Estaba nervioso. Le habían puesto sobre la mesa un saco de expectativas y el momento había llegado, su cita a ciegas con Práxedes, una copa al atardecer en el Hostal La Torre de Sant Antoni la misma noche que la lluvia de Perseidas rompería el cielo. Sancho había elegido su atuendo meticulosamente, pantalón blanco de algodón y una camiseta de un azul lavado, del mismo color que las zapatillas. No iba a ciegas en realidad, había investigado sus redes sociales y dedujo que era chica de ropa interior de algodón, nada de seda y blonda, y además se parecía a Jean Seberg, la actriz que le fascinaba por su indolencia y su cabello a lo garçonne. Divorciada, deportista, pura fibra, viajera y vegana, todo eso había obtenido de su Instagram. Lo último le preocupaba un poco porque a él lo que le iba era la vaca a bocados y por una pata de jamón hacía el Camino de Santiago a nado desde las Azores.

Llegó puntual. Caminaba sonriente hacia él, segura, volátil dentro de un vestido de mil colores y con sandalias de esparto, como el bolso. Al verla, Santi ya quería pasar el resto de su vida con esa chica. Se levantó cuando ella le localizó con la mirada y sonrió.

-¿Práxedes?, preguntó sabiendo la respuesta.

-Sí, supongo que eres Sancho, respondió ella.

Se había divorciado primero de una mujer-cerebro y de una mujer-florero después. La primera se había marchado con un relojero suizo y la segunda se dio cuenta a los 40 años de que era lesbiana y le dejó por una cirujana de estética. Admitía que no sabía estar solo porque no era hombre de sábanas ocasionales oliendo a suavizante ni de preservativos en el bolsillo, y aquella chica de nombre helénico parecía la respuesta a sus súplicas.

Pidió una copa de vino y ella agua con gas. Charlaron de todos los recursos de un primer encuentro: divorcios, trabajo, deportes, cine, música? De todo eso en lo que, antes de llegar a la madurez mental, se quiere coincidir para agradar al otro. Entre mentiras piadosas y necesarias se creó la atmósfera propicia y Sancho la invitó a cenar a su casa, cerca de Cala Escondida. Al llegar la cena estaba preparada, verduras y frutas, ni un animal muerto en la mesa, todo vegano. Salieron al jardín, y el vaivén de las Perseidas iluminadas por la luna creó el ambiente propicio para otro balanceo iluminado por el brillo del deseo sobre sábanas de lino.

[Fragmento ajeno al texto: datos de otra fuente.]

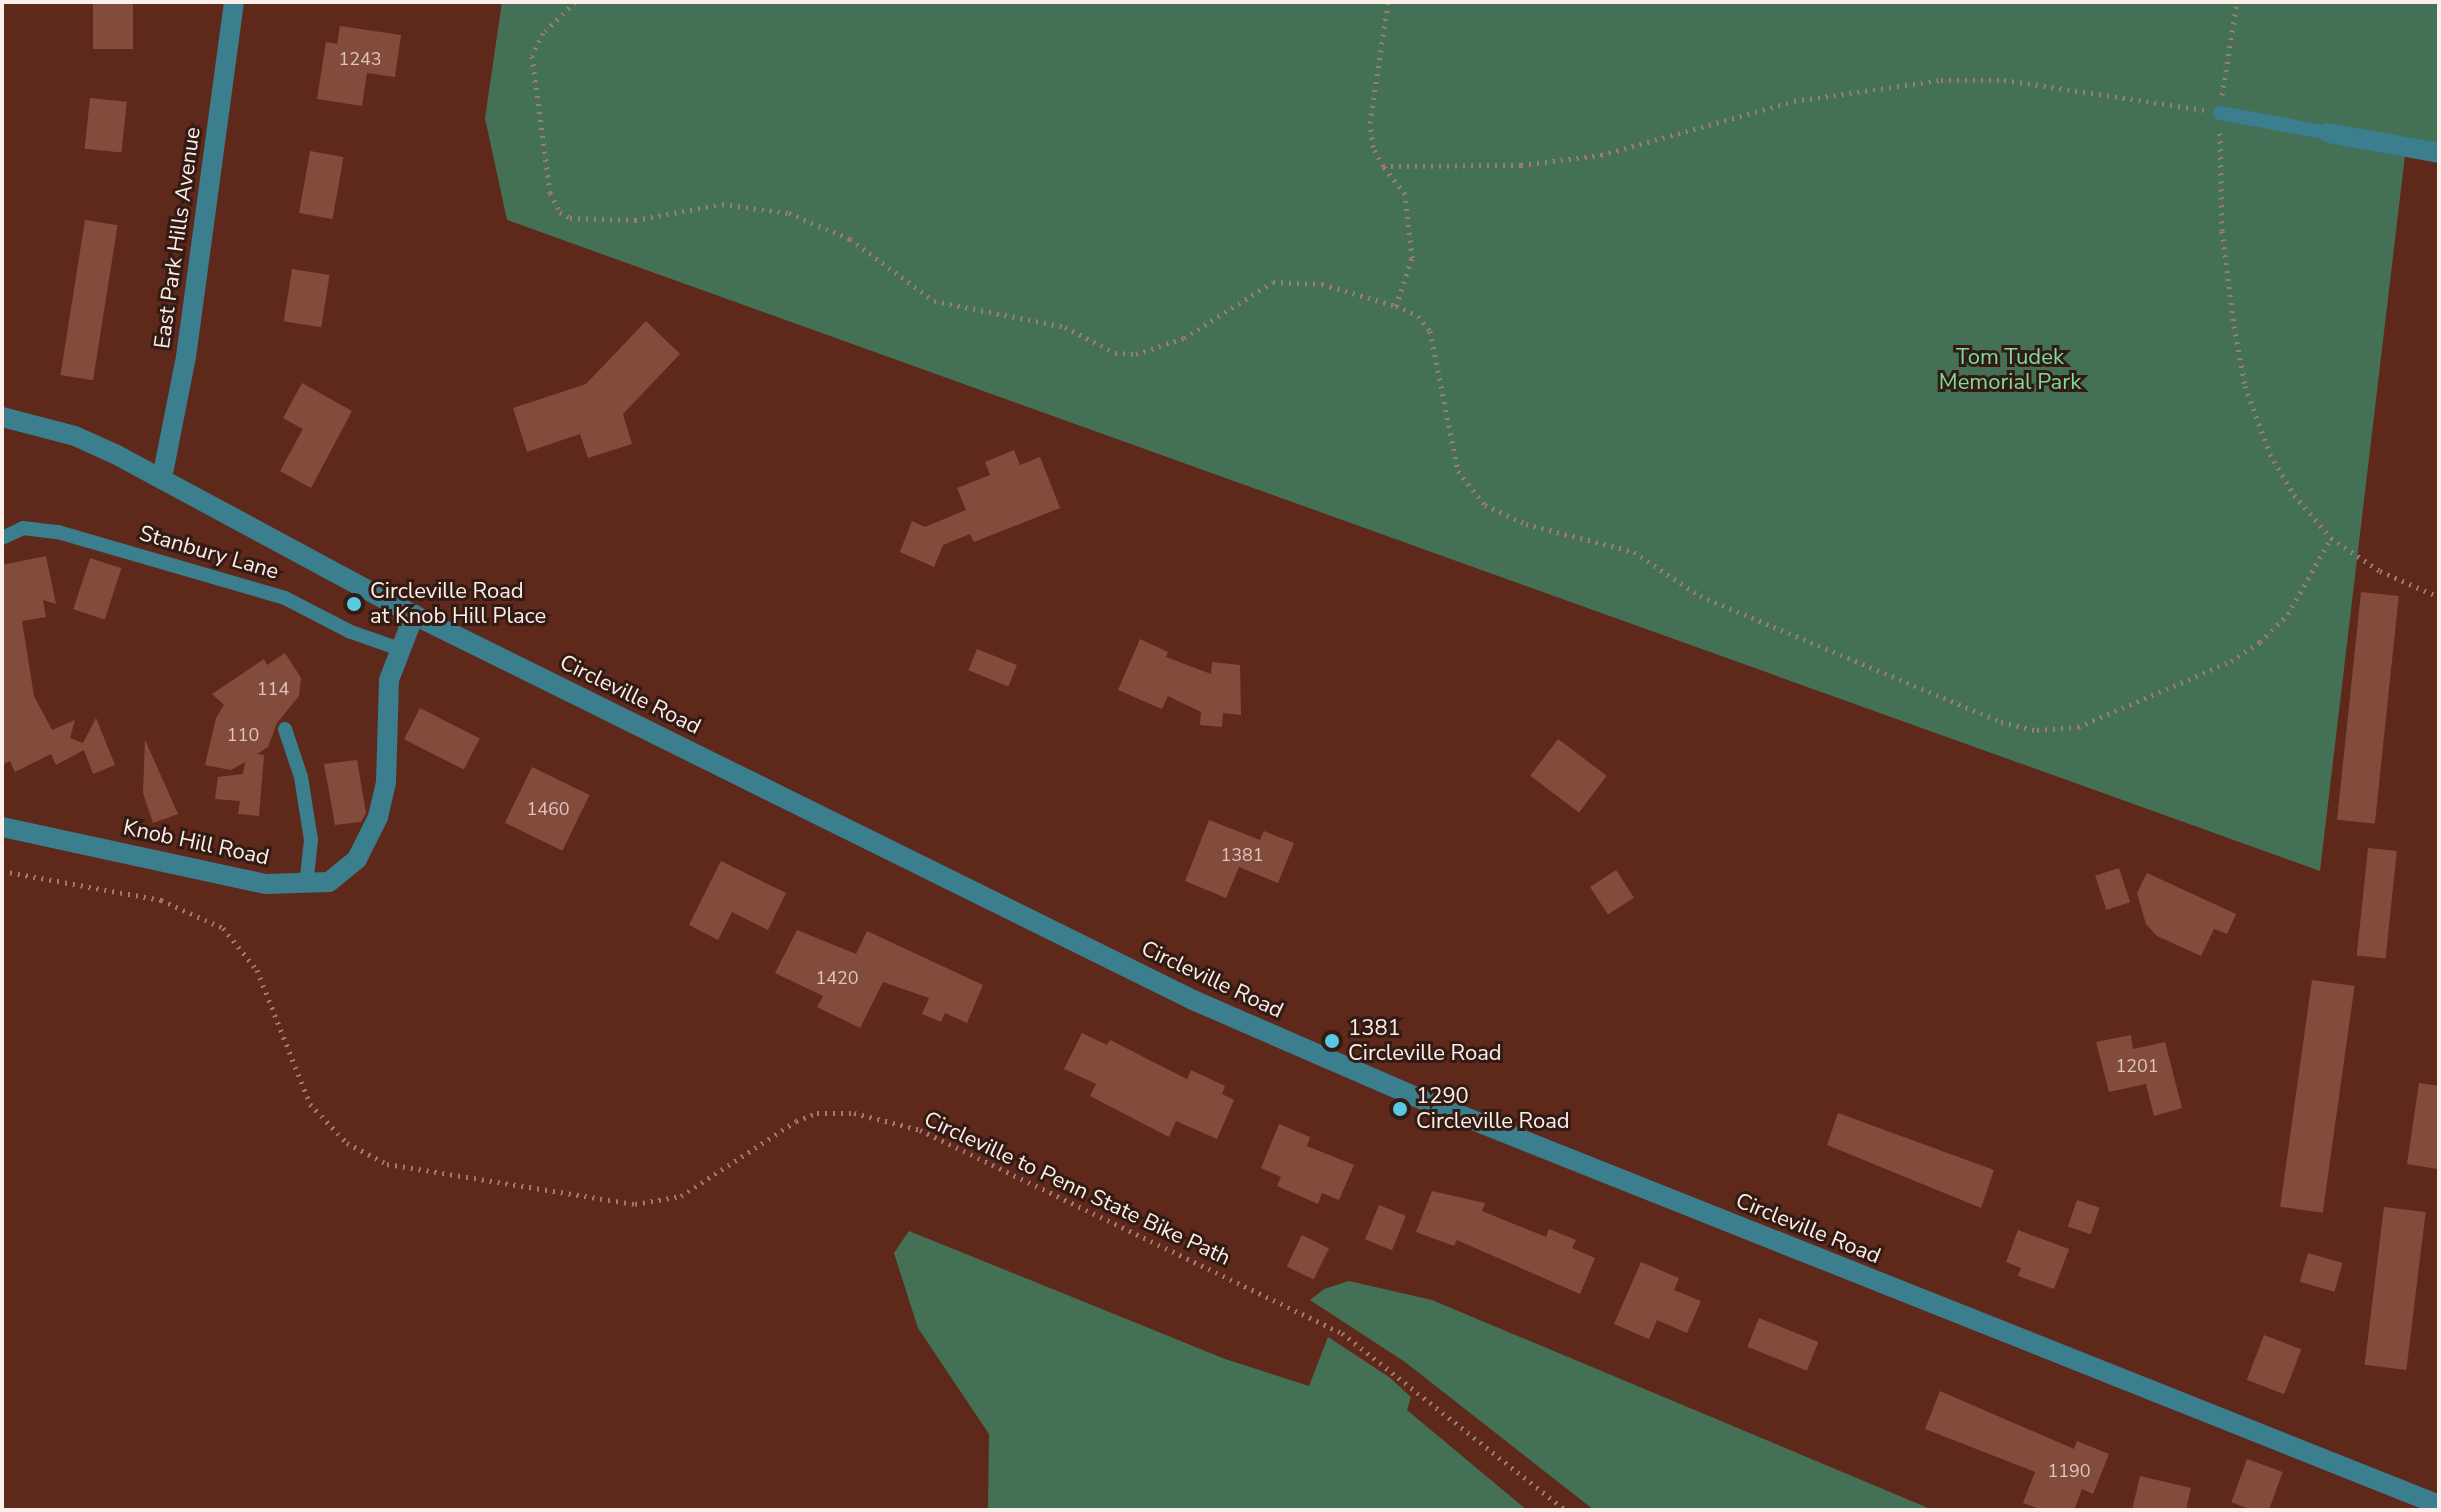 <!DOCTYPE html>
<html>
<head>
<meta charset="utf-8">
<style>
  body { margin:0 }
  #map { position:relative; width:2441px; height:1512px; overflow:hidden; background:#5e291b; font-family:"Nunito Sans",sans-serif }
  div>[style] { position:absolute }
  [style*='--x'] { left:calc(var(--x)*1px); top:calc(var(--y)*1px); width:calc(var(--w)*1px); rotate:calc(var(--a)*1deg) }
  .green>* { inset:0; background:#447155 }
  .building>* { inset:0; background:#834b3c; transform-origin:0 0 }
  .path>* { height:5px; margin-top:-2.5px; transform-origin:0; background:repeating-linear-gradient(90deg,#9f7a70 0 2px,transparent 0 8px) }
  .service>* { height:14px; margin:-7px; padding:0 7px; transform-origin:7px; border-radius:7px; background:#3b7e8e }
  .minor>* { height:20px; margin:-10px; padding:0 10px; transform-origin:10px; border-radius:10px; background:#3b7e8e }
  .tertiary>* { height:20px; margin:-10px; padding:0 10px; transform-origin:10px; border-radius:10px; background:#3b7e8e }
  .dots>* { width:22px; height:22px; translate:-50% -50%; box-sizing:border-box; border:4px solid #331b14; border-radius:50% }
  span { translate:-50% -50%; white-space:nowrap; text-align:center; line-height:1.15; -webkit-text-stroke:6px #331b14; paint-order:stroke }
  .number-label { font-size:18px; color:#dec5be }
  .number-label span { -webkit-text-stroke-width:0 }
  .street-label { font-size:22px; color:#fceeea }
  .park-label { font-size:22px; color:#79dda0 }
  .poi-label { font-size:22px; color:#fceeea }
  .left { translate:0 -50%; text-align:left }
  .frame { position:absolute; inset:0; border:4px solid #fceeea; pointer-events:none }
</style>
</head>
<body>
<div id="map">
  <div class="green">
    <i style="clip-path:polygon(502px 2px,2439px 2px,2439px 152px,2406px 147px,2320px 871px,507px 220px,485px 118px)"></i>
    <i style="clip-path:polygon(909px 1231px,1225px 1359px,1309px 1386px,1328px 1337px,1389px 1377px,1411px 1397px,1407px 1410px,1527px 1510px,988px 1510px,989px 1434px,918px 1328px,894px 1253px)"></i>
    <i style="clip-path:polygon(1349px 1281px,1432px 1300px,1933px 1510px,1594px 1510px,1405px 1362px,1310px 1300px,1324px 1289px)"></i>
  </div>
  <div class="building">
    <i style="left:93px;top:2px;width:40px;height:47px"></i>
    <i style="clip-path:polygon(340px 26px,401px 35px,395px 77px,367px 73px,362px 106px,317px 99px,326px 42px,337px 44px)"></i>
    <i style="left:90px;top:98px;width:37px;height:51px;rotate:6deg"></i>
    <i style="left:310px;top:151px;width:34px;height:63px;rotate:10deg"></i>
    <i style="left:85px;top:220px;width:33px;height:157px;rotate:9deg"></i>
    <i style="left:292px;top:269px;width:38px;height:53px;rotate:9deg"></i>
    <i style="clip-path:polygon(646px 321px,680px 354px,623px 414px,632px 444px,588px 458px,580px 434px,527px 452px,513px 408px,586px 384px)"></i>
    <i style="clip-path:polygon(302px 383px,352px 411px,311px 488px,280px 471px,303px 429px,283px 418px)"></i>
    <i style="clip-path:polygon(1014px 450px,1020px 465px,1040px 457px,1060px 508px,974px 542px,970px 534px,943px 545px,934px 567px,900px 552px,912px 521px,925px 527px,966px 510px,957px 488px,990px 475px,985px 462px)"></i>
    <i style="clip-path:polygon(46px 556px,56px 604px,43px 600px,46px 617px,22px 621px,34px 696px,52px 730px,75px 720px,70px 738px,83px 743px,96px 718px,115px 765px,93px 774px,84px 750px,56px 765px,51px 754px,15px 772px,10px 761px,2px 765px,2px 565px)"></i>
    <i style="left:90px;top:558px;width:33px;height:54px;rotate:18deg"></i>
    <i style="left:2361px;top:592px;width:38px;height:229px;rotate:6deg"></i>
    <i style="clip-path:polygon(1140px 639px,1168px 652px,1166px 657px,1211px 674px,1212px 662px,1240px 665px,1241px 715px,1223px 713px,1222px 727px,1200px 725px,1201px 712px,1168px 696px,1162px 709px,1118px 690px)"></i>
    <i style="left:977px;top:649px;width:43px;height:23px;rotate:22deg"></i>
    <i style="clip-path:polygon(285px 653px,301px 678px,299px 696px,277px 723px,268px 747px,257px 754px,264px 755px,259px 816px,238px 814px,240px 801px,215px 799px,218px 777px,243px 774px,245px 762px,231px 770px,205px 765px,216px 718px,224px 705px,212px 694px,264px 659px,267px 665px)"></i>
    <i style="left:420px;top:708px;width:67px;height:35px;rotate:27deg"></i>
    <i style="left:1558px;top:739px;width:61px;height:46px;rotate:37deg"></i>
    <i style="clip-path:polygon(145px 740px,178px 814px,153px 823px,143px 793px)"></i>
    <i style="clip-path:polygon(357px 760px,366px 813px,361px 822px,335px 825px,324px 764px)"></i>
    <i style="left:532px;top:767px;width:64px;height:62px;rotate:26deg"></i>
    <i style="clip-path:polygon(1209px 820px,1260px 840px,1264px 831px,1294px 843px,1278px 883px,1239px 867px,1226px 898px,1185px 881px)"></i>
    <i style="left:2368px;top:848px;width:29px;height:108px;rotate:6deg"></i>
    <i style="clip-path:polygon(721px 861px,786px 893px,768px 930px,732px 912px,718px 940px,689px 925px)"></i>
    <i style="left:2119px;top:868px;width:36px;height:25px;rotate:72deg"></i>
    <i style="left:1616px;top:870px;width:33px;height:31px;rotate:57deg"></i>
    <i style="clip-path:polygon(2147px 873px,2236px 914px,2227px 934px,2214px 929px,2201px 956px,2157px 936px,2146px 924px,2137px 893px)"></i>
    <i style="clip-path:polygon(797px 930px,856px 954px,867px 931px,983px 985px,967px 1023px,945px 1013px,941px 1022px,922px 1014px,929px 998px,883px 982px,860px 1028px,817px 1007px,823px 996px,775px 973px)"></i>
    <i style="left:2312px;top:980px;width:43px;height:229px;rotate:8deg"></i>
    <i style="clip-path:polygon(1082px 1033px,1107px 1045px,1110px 1040px,1187px 1079px,1191px 1070px,1225px 1086px,1222px 1094px,1234px 1100px,1217px 1139px,1176px 1121px,1169px 1137px,1090px 1096px,1096px 1084px,1064px 1069px)"></i>
    <i style="clip-path:polygon(2131px 1035px,2133px 1049px,2165px 1042px,2182px 1108px,2154px 1116px,2146px 1084px,2109px 1092px,2096px 1042px)"></i>
    <i style="clip-path:polygon(2419px 1083px,2439px 1086px,2437px 1169px,2407px 1164px)"></i>
    <i style="clip-path:polygon(1838px 1113px,1994px 1170px,1981px 1208px,1827px 1145px)"></i>
    <i style="clip-path:polygon(1279px 1124px,1310px 1137px,1307px 1146px,1354px 1165px,1339px 1200px,1322px 1193px,1318px 1204px,1277px 1186px,1281px 1177px,1261px 1168px)"></i>
    <i style="clip-path:polygon(1432px 1191px,1485px 1203px,1482px 1211px,1546px 1237px,1549px 1229px,1576px 1240px,1572px 1248px,1595px 1258px,1580px 1294px,1457px 1240px,1454px 1246px,1416px 1232px)"></i>
    <i style="left:2077px;top:1200px;width:24px;height:28px;rotate:19deg"></i>
    <i style="left:1379px;top:1205px;width:29px;height:37px;rotate:22deg"></i>
    <i style="left:2384px;top:1207px;width:42px;height:159px;rotate:7deg"></i>
    <i style="clip-path:polygon(2018px 1230px,2069px 1249px,2054px 1289px,2018px 1276px,2021px 1268px,2006px 1262px)"></i>
    <i style="left:1302px;top:1235px;width:30px;height:35px;rotate:26deg"></i>
    <i style="left:2308px;top:1253px;width:36px;height:30px;rotate:16deg"></i>
    <i style="clip-path:polygon(1641px 1262px,1679px 1278px,1674px 1290px,1701px 1301px,1687px 1333px,1657px 1320px,1649px 1339px,1614px 1324px)"></i>
    <i style="left:1759px;top:1318px;width:64px;height:31px;rotate:22deg"></i>
    <i style="left:2264px;top:1335px;width:40px;height:48px;rotate:21deg"></i>
    <i style="clip-path:polygon(1940px 1391px,2074px 1449px,2077px 1441px,2109px 1454px,2093px 1494px,2082px 1489px,2074px 1510px,2042px 1510px,2023px 1503px,2035px 1472px,1925px 1429px)"></i>
    <i style="left:2247px;top:1459px;width:38px;height:46px;rotate:20deg"></i>
    <i style="clip-path:polygon(2140px 1476px,2191px 1488px,2186px 1510px,2132px 1510px)"></i>
  </div>
  <div class="path">
    <i style="--x:575;--y:2;--w:45;--a:135.9"></i>
    <i style="--x:543;--y:33;--w:25;--a:116"></i>
    <i style="--x:532;--y:56;--w:138;--a:82.5"></i>
    <i style="--x:550;--y:193;--w:21;--a:62"></i>
    <i style="--x:560;--y:212;--w:12;--a:31"></i>
    <i style="--x:570;--y:218;--w:65;--a:1.8"></i>
    <i style="--x:635;--y:220;--w:88;--a:-10.4"></i>
    <i style="--x:722;--y:204;--w:68;--a:7.7"></i>
    <i style="--x:789;--y:213;--w:66;--a:23.1"></i>
    <i style="--x:850;--y:239;--w:104;--a:36.4"></i>
    <i style="--x:934;--y:301;--w:134;--a:11.2"></i>
    <i style="--x:1065;--y:327;--w:56;--a:27.5"></i>
    <i style="--x:1115;--y:353;--w:21;--a:3"></i>
    <i style="--x:1136;--y:354;--w:51;--a:-18.4"></i>
    <i style="--x:1184;--y:338;--w:105;--a:-32.2"></i>
    <i style="--x:1273;--y:282;--w:49;--a:2.3"></i>
    <i style="--x:1322;--y:284;--w:77;--a:16.6"></i>
    <i style="--x:1396;--y:306;--w:24;--a:24"></i>
    <i style="--x:1418;--y:316;--w:19;--a:51"></i>
    <i style="--x:1430;--y:331;--w:143;--a:78.7"></i>
    <i style="--x:1458;--y:471;--w:43;--a:51.5"></i>
    <i style="--x:1485;--y:505;--w:45;--a:24.9"></i>
    <i style="--x:1526;--y:524;--w:112;--a:14.5"></i>
    <i style="--x:1634;--y:552;--w:79;--a:33.7"></i>
    <i style="--x:1700;--y:596;--w:326;--a:22.7"></i>
    <i style="--x:2001;--y:722;--w:37;--a:13"></i>
    <i style="--x:2037;--y:730;--w:41;--a:-4.2"></i>
    <i style="--x:2078;--y:727;--w:167;--a:-23.3"></i>
    <i style="--x:2231;--y:661;--w:35;--a:-33"></i>
    <i style="--x:2260;--y:642;--w:40;--a:-45"></i>
    <i style="--x:2288;--y:614;--w:87;--a:-60.5"></i>
    <i style="--x:2222;--y:95;--w:94;--a:-80.8"></i>
    <i style="--x:2220;--y:133;--w:98;--a:88.8"></i>
    <i style="--x:2222;--y:231;--w:96;--a:82.8"></i>
    <i style="--x:2234;--y:326;--w:61;--a:79.6"></i>
    <i style="--x:2245;--y:386;--w:72;--a:69.8"></i>
    <i style="--x:2270;--y:454;--w:48;--a:59.7"></i>
    <i style="--x:2294;--y:495;--w:57;--a:49.3"></i>
    <i style="--x:2331;--y:538;--w:59;--a:34"></i>
    <i style="--x:2380;--y:571;--w:64;--a:23.8"></i>
    <i style="--x:1383;--y:166;--w:21;--a:-118"></i>
    <i style="--x:1373;--y:147;--w:24;--a:-97"></i>
    <i style="--x:1370;--y:123;--w:122;--a:-81.5"></i>
    <i style="--x:1396;--y:306;--w:51;--a:-71.6"></i>
    <i style="--x:1412;--y:258;--w:64;--a:-96.2"></i>
    <i style="--x:1405;--y:194;--w:36;--a:-128"></i>
    <i style="--x:1383;--y:166;--w:138;--a:-0.4"></i>
    <i style="--x:1521;--y:165;--w:81;--a:-7.1"></i>
    <i style="--x:1601;--y:155;--w:200;--a:-15.6"></i>
    <i style="--x:1794;--y:101;--w:148;--a:-8.1"></i>
    <i style="--x:1941;--y:80;--w:63;--a:0"></i>
    <i style="--x:2004;--y:80;--w:202;--a:8.5"></i>
    <i style="--x:2;--y:871;--w:162;--a:10.3"></i>
    <i style="--x:161;--y:900;--w:68;--a:24.3"></i>
    <i style="--x:223;--y:928;--w:54;--a:51"></i>
    <i style="--x:257;--y:970;--w:144;--a:68.4"></i>
    <i style="--x:310;--y:1104;--w:54;--a:46.5"></i>
    <i style="--x:347;--y:1143;--w:45;--a:27.7"></i>
    <i style="--x:387;--y:1164;--w:251;--a:9.2"></i>
    <i style="--x:635;--y:1204;--w:47;--a:-9.9"></i>
    <i style="--x:681;--y:1196;--w:137;--a:-33.1"></i>
    <i style="--x:796;--y:1121;--w:22;--a:-21"></i>
    <i style="--x:817;--y:1113;--w:37;--a:0"></i>
    <i style="--x:854;--y:1113;--w:68;--a:14.4"></i>
    <i style="--x:920;--y:1130;--w:468;--a:25.7"></i>
    <i style="--x:1342;--y:1333;--w:285;--a:38.4"></i>
  </div>
  <div class="service">
    <i style="--x:2220;--y:113;--w:111;--a:10.4"></i>
    <i style="--x:2;--y:538;--w:23;--a:-25"></i>
    <i style="--x:23;--y:528;--w:35;--a:7"></i>
    <i style="--x:58;--y:532;--w:236;--a:16.2"></i>
    <i style="--x:285;--y:598;--w:74;--a:27.3"></i>
    <i style="--x:351;--y:632;--w:49;--a:19.2"></i>
    <i style="--x:285;--y:729;--w:51;--a:71.6"></i>
    <i style="--x:301;--y:777;--w:64;--a:81"></i>
    <i style="--x:311;--y:840;--w:45;--a:96.3"></i>
  </div>
  <div class="minor">
    <i style="--x:2329;--y:133;--w:112;--a:10.3"></i>
    <i style="--x:162;--y:478;--w:123;--a:-78.8"></i>
    <i style="--x:186;--y:357;--w:358;--a:-82.3"></i>
    <i style="--x:2;--y:827;--w:270;--a:12.2"></i>
    <i style="--x:266;--y:884;--w:63;--a:-1.8"></i>
    <i style="--x:329;--y:882;--w:36;--a:-39"></i>
    <i style="--x:357;--y:859;--w:47;--a:-63.4"></i>
    <i style="--x:378;--y:817;--w:36;--a:-77"></i>
    <i style="--x:386;--y:782;--w:102;--a:-88.3"></i>
    <i style="--x:389;--y:680;--w:70;--a:-69"></i>
  </div>
  <div class="tertiary">
    <i style="--x:2;--y:417;--w:75;--a:14.6"></i>
    <i style="--x:75;--y:436;--w:44;--a:24.2"></i>
    <i style="--x:115;--y:454;--w:340;--a:28.3"></i>
    <i style="--x:414;--y:615;--w:869;--a:26.3"></i>
    <i style="--x:1193;--y:1000;--w:253;--a:23.5"></i>
    <i style="--x:1425;--y:1101;--w:1092;--a:21.72"></i>
  </div>
  <div class="dots">
    <i style="left:354px;top:604px;background:#58c9e3"></i>
    <i style="left:1332px;top:1041px;background:#58c9e3"></i>
    <i style="left:1400px;top:1109px;background:#58c9e3"></i>
  </div>
  <div class="number-label">
    <span style="left:360px;top:59px">1243</span>
    <span style="left:273px;top:689px">114</span>
    <span style="left:243px;top:735px">110</span>
    <span style="left:548px;top:809px">1460</span>
    <span style="left:1242px;top:855px">1381</span>
    <span style="left:837px;top:978px">1420</span>
    <span style="left:2137px;top:1066px">1201</span>
    <span style="left:2069px;top:1471px">1190</span>
  </div>
  <div class="street-label">
    <span style="left:178px;top:238px;rotate:-82deg">East Park Hills Avenue</span>
    <span style="left:209px;top:553px;rotate:16deg">Stanbury Lane</span>
    <span style="left:630px;top:695px;rotate:26deg">Circleville Road</span>
    <span style="left:196px;top:843px;rotate:12deg">Knob Hill Road</span>
    <span style="left:1212px;top:980px;rotate:25deg">Circleville Road</span>
    <span style="left:1077px;top:1189px;rotate:25deg">Circleville to Penn State Bike Path</span>
    <span style="left:1808px;top:1229px;rotate:22deg">Circleville Road</span>
  </div>
  <div class="park-label">
    <span style="left:2010px;top:370px">Tom Tudek<br>Memorial Park</span>
  </div>
  <div class="poi-label">
    <span class="left" style="left:370px;top:604px">Circleville Road<br>at Knob Hill Place</span>
    <span class="left" style="left:1348px;top:1041px">1381<br>Circleville Road</span>
    <span class="left" style="left:1416px;top:1109px">1290<br>Circleville Road</span>
  </div>
  <div class="frame"></div>
</div>
</body>
</html>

Al terminar, Sancho fue un caballero, dejó que Práxedes durmiera en su cama y, muerto de miedo, pasó a dormir a otra habitación. Al día siguiente la acompañó a su casa y llamó a Itziar para contarle:

-Me pareció fascinante, seductora por su naturalidad, espontánea, no tiene ni una sola inhibición.

-¿Pero?, intuyó Itziar.

-Pues que es vegana, lo cual no sería un inconveniente a no ser porque fue a la cocina y volvió con ketchup, me embadurnó el pene y cuando bajó al moro pensé que me lo dejaba hecho jirones de la fruición con la que actuó, y cuando la detuve aterrorizado, me dijo:

-Adoro la carne en barra.

Sancho no volvió a comer carne nunca más y llegó a pensar que era un método vegano para lograr adeptos.